Monday, March 3, 2014

Alain Resnais (1922-2014)

The directors of the "French New Wave" who emerged more than fifty years ago were an energetic bunch. They have tended to work until they dropped, and it's often taken a while for them to drop. So it was with Resnais, who died last weekend at age 91, less than one month after premiering his latest feature and winning a prize at the Berlin Film Festival -- Americans will most likely see it later this year. Resnais was an established documentarian who made the leap to feature fiction with 1959's Hiroshima Mon Amour, which made Amour's Emmanuelle Riva an international star as a young woman. His signature film is his second feature, Last Year at Marienbad, which has challenged viewers ever since to figure out the truth of its cryptic story of memory and alienation (here's my attempt). Marienbad was a milestone of the golden age of international cinema in American art houses, promoted in some markets as as much a fashion statement as an intellectual mystery. I haven't seen as many of Resnais's movies as I perhaps should have; the one I'd most like to see is his 1974 biopic Stavisky, about a 1930s financial-political scandal. Of those I have seen, my second-favorite after Marienbad is La Guerre est Finie, a kind of psychological political thriller about a demoralized but not disillusioned (or is it the other way around?) exile from Franco's Spain.

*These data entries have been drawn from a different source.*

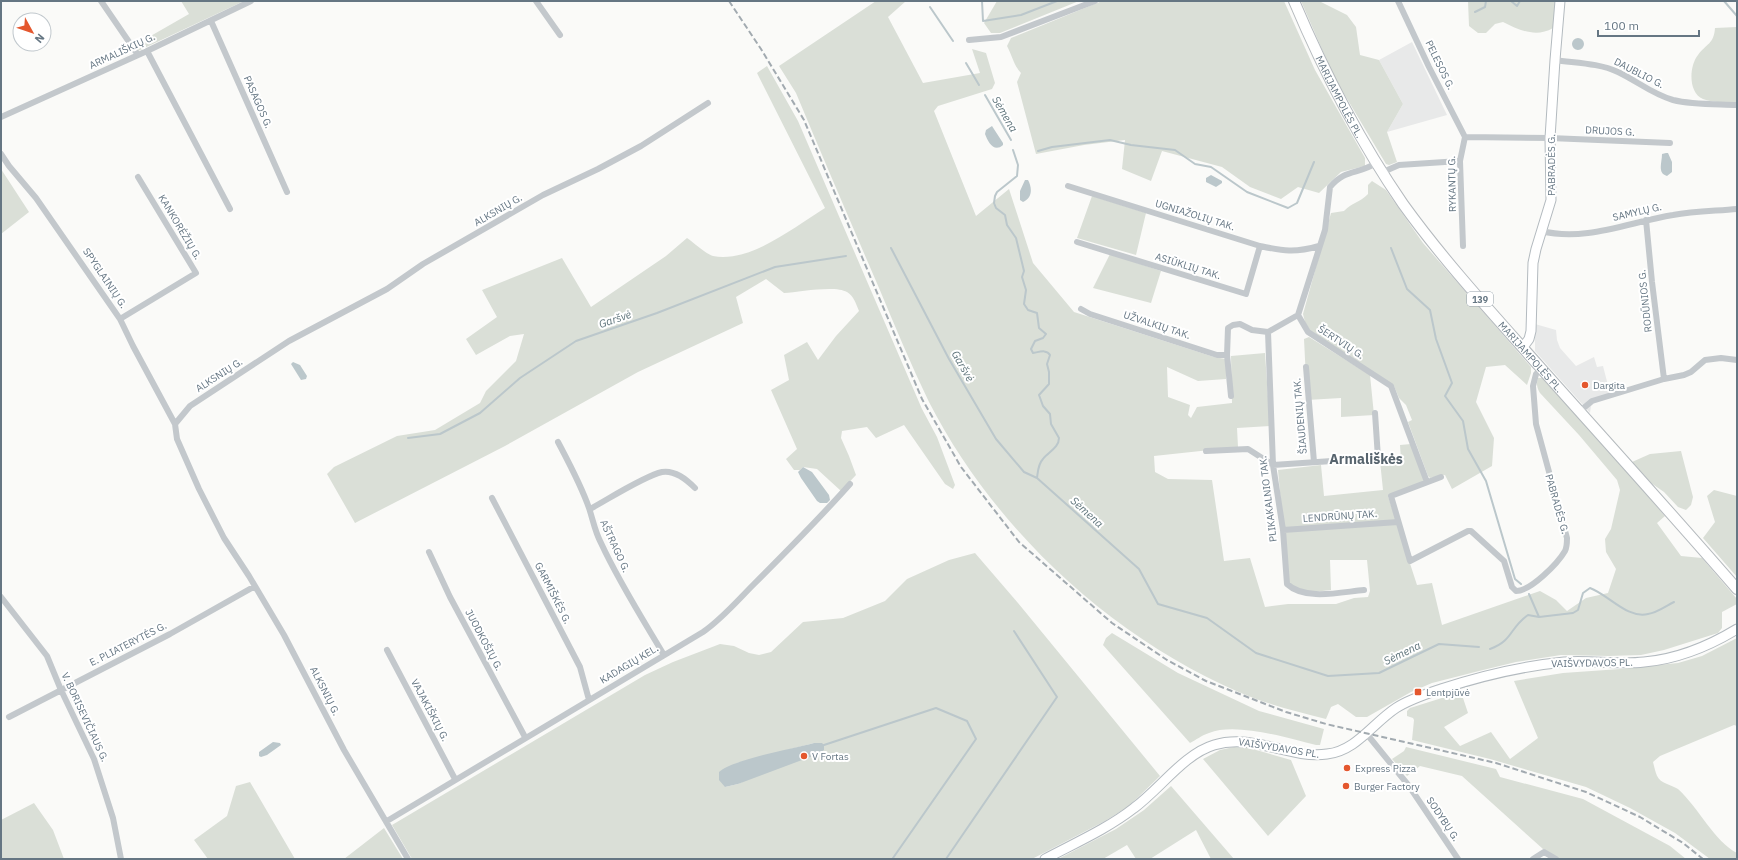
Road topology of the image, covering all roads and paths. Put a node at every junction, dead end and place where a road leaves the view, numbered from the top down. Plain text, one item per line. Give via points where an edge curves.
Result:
1 (101, 1) edge
2 (251, 1) edge
3 (536, 1) edge
4 (1095, 1) edge
5 (1294, 1) edge
6 (1398, 1) edge
7 (1560, 1) edge
8 (211, 21) junction
9 (560, 35) dead end
10 (969, 40) dead end
11 (147, 50) junction
12 (138, 55) junction
13 (1555, 60) junction
14 (708, 103) dead end
15 (1737, 105) edge
16 (1, 117) edge
17 (1465, 137) junction
18 (1550, 138) junction
19 (1670, 143) dead end
20 (1, 154) edge
21 (1460, 161) junction
22 (1376, 163) junction
23 (1383, 172) junction
24 (138, 177) dead end
25 (1068, 186) dead end
26 (287, 192) dead end
27 (230, 209) dead end
28 (1737, 210) edge
29 (1646, 220) junction
30 (1542, 231) junction
31 (1077, 242) dead end
32 (1260, 246) junction
33 (1319, 246) junction
34 (1463, 246) dead end
35 (1081, 309) dead end
36 (1298, 315) junction
37 (120, 319) junction
38 (1268, 332) junction
39 (1523, 347) junction
40 (1228, 354) junction
41 (1737, 360) edge
42 (1306, 367) dead end
43 (1542, 369) junction
44 (1664, 379) junction
45 (1231, 396) dead end
46 (1580, 411) junction
47 (1375, 413) dead end
48 (175, 424) junction
49 (558, 442) dead end
50 (1206, 452) dead end
51 (1391, 457) dead end
52 (1378, 458) junction
53 (1314, 462) junction
54 (1274, 465) junction
55 (1441, 477) dead end
56 (1427, 482) junction
57 (850, 484) dead end
58 (695, 488) dead end
59 (492, 498) dead end
60 (590, 509) junction
61 (1398, 522) junction
62 (1283, 530) junction
63 (429, 552) dead end
64 (255, 586) junction
65 (1737, 588) edge
66 (1364, 590) dead end
67 (1, 597) edge
68 (1737, 629) edge
69 (387, 650) dead end
70 (664, 655) junction
71 (61, 690) junction
72 (589, 700) junction
73 (9, 717) dead end
74 (1366, 733) junction
75 (525, 737) junction
76 (455, 779) junction
77 (387, 821) junction
78 (121, 859) edge
79 (408, 859) edge
80 (1045, 859) edge
81 (1458, 859) edge
82 (1533, 859) edge
83 (1556, 859) edge

1 - 12 street
2 - 8 street, ARMALIŠKIŲ G.
3 - 9 street
4 - 10 street via 1001,37
5 - 22 main road, MARIJAMPOLĖS PL. / 139 via 1325,71
6 - 17 street, PELESOS G.
7 - 13 main road, PABRADĖS G.
8 - 11 street, ARMALIŠKIŲ G.
8 - 26 street, PASAGOS G.
11 - 12 street, ARMALIŠKIŲ G.
11 - 27 street
12 - 16 street, ARMALIŠKIŲ G.
13 - 15 street, DAUBLIO G. via 1606,67 1654,93 1673,100
13 - 18 main road, PABRADĖS G.
14 - 48 street, ALKSNIŲ G. via 642,146 543,196 423,264 387,289 289,341 190,406
17 - 18 street
17 - 21 street, RYKANTŲ G.
18 - 19 street, DRUJOS G.
18 - 30 main road, PABRADĖS G. via 1551,200
20 - 37 street, SPYGLAINIŲ G. via 36,198
21 - 23 street via 1399,165
21 - 34 street, RYKANTŲ G.
22 - 23 main road, MARIJAMPOLĖS PL. / 139
22 - 33 street via 1344,174 1330,187 1325,230
23 - 39 main road, MARIJAMPOLĖS PL. / 139 via 1426,234
24 - 37 street, KANKORĖŽIŲ G. via 196,273
25 - 32 street, UGNIAŽOLIŲ TAK.
28 - 29 street, SAMYLŲ G. via 1674,214
29 - 30 street, SAMYLŲ G. via 1578,235
29 - 44 street, RODŪNIOS G.
30 - 39 main road, PABRADĖS G. via 1533,263 1529,340
31 - 32 street, ASIŪKLIŲ TAK. via 1246,294
32 - 33 street, UGNIAŽOLIŲ TAK. via 1285,251 1303,251
33 - 36 street
35 - 40 street, UŽVALKIŲ TAK. via 1217,355
36 - 38 street
36 - 56 street, ŠERTVIŲ G. via 1308,332 1391,386
37 - 48 street, SPYGLAINIŲ G.
38 - 40 street via 1233,324 1228,328
38 - 54 street, PLIKAKALNIO TAK.
39 - 43 main road, MARIJAMPOLĖS PL. / 139
40 - 45 street
41 - 44 street via 1705,360 1691,372
42 - 53 street, ŠIAUDENIŲ TAK.
43 - 46 main road, MARIJAMPOLĖS PL. / 139
43 - 61 street, PABRADĖS G. via 1534,378 1534,414 1567,538 1566,550 1560,559 1539,579 1516,591 1512,587 1504,561 1471,531 1410,561
44 - 46 street via 1592,401
46 - 65 main road, MARIJAMPOLĖS PL. / 139
47 - 52 street
48 - 64 street, ALKSNIŲ G. via 177,439 199,489 224,538
49 - 60 street, AŠTRAGO G.
50 - 54 street via 1248,449
51 - 52 street
52 - 53 street
53 - 54 street
54 - 62 street, PLIKAKALNIO TAK.
55 - 56 street
56 - 61 street via 1391,496
57 - 70 street, KADAGIŲ KEL. via 825,513 715,623
58 - 60 street via 685,478 663,472
59 - 72 street, GARMIŠKĖS G. via 580,667
60 - 70 street, AŠTRAGO G. via 600,541 616,575
61 - 62 street, LENDRŪNŲ TAK.
62 - 66 street, PLIKAKALNIO TAK. via 1287,584 1293,590 1310,594
63 - 75 street, JUODKOŠIŲ G. via 450,597
64 - 71 street, E. PLIATERYTĖS G. via 170,634
64 - 77 street, ALKSNIŲ G. via 284,635 344,750
67 - 71 street, V. BORISEVIČIAUS G. via 47,656
68 - 74 main road, VAIŠVYDAVOS PL. via 1706,646 1680,656 1644,662 1543,665 1455,685 1409,701 1384,717
69 - 76 street, VAJAKIŠKIŲ G.
70 - 72 street, KADAGIŲ KEL.
71 - 73 street, E. PLIATERYTĖS G.
71 - 78 street, V. BORISEVIČIAUS G. via 94,759 112,812
72 - 75 street, KADAGIŲ KEL.
74 - 80 main road, VAIŠVYDAVOS PL. via 1349,747 1326,754 1306,754 1244,741 1212,745 1189,759 1149,797 1127,813
74 - 81 street, SODYBŲ G. via 1409,786
75 - 76 street, KADAGIŲ KEL.
76 - 77 street, KADAGIŲ KEL.
77 - 79 street, ALKSNIŲ G.
82 - 83 street via 1544,852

He worked in a lighter vein in later years; his penultimate picture translates as You Aint Seen Nothin' Yet. An old man's irony or perhaps wishful thinking? Still, he got one more film made, so I guess he told the truth. His place in cinema history, of course, was already long secure.

1 comment:

Sam Juliano said...

Actually his greatest film of all is neither the gorgeous but obtuse LAST YEAR AT MARIENBAD nor LA GUERE EST FINIE or HIROSHIMA but the harrowing Holocaust short NIGHT AND FOG, which is surely one of the greatest films of all-time.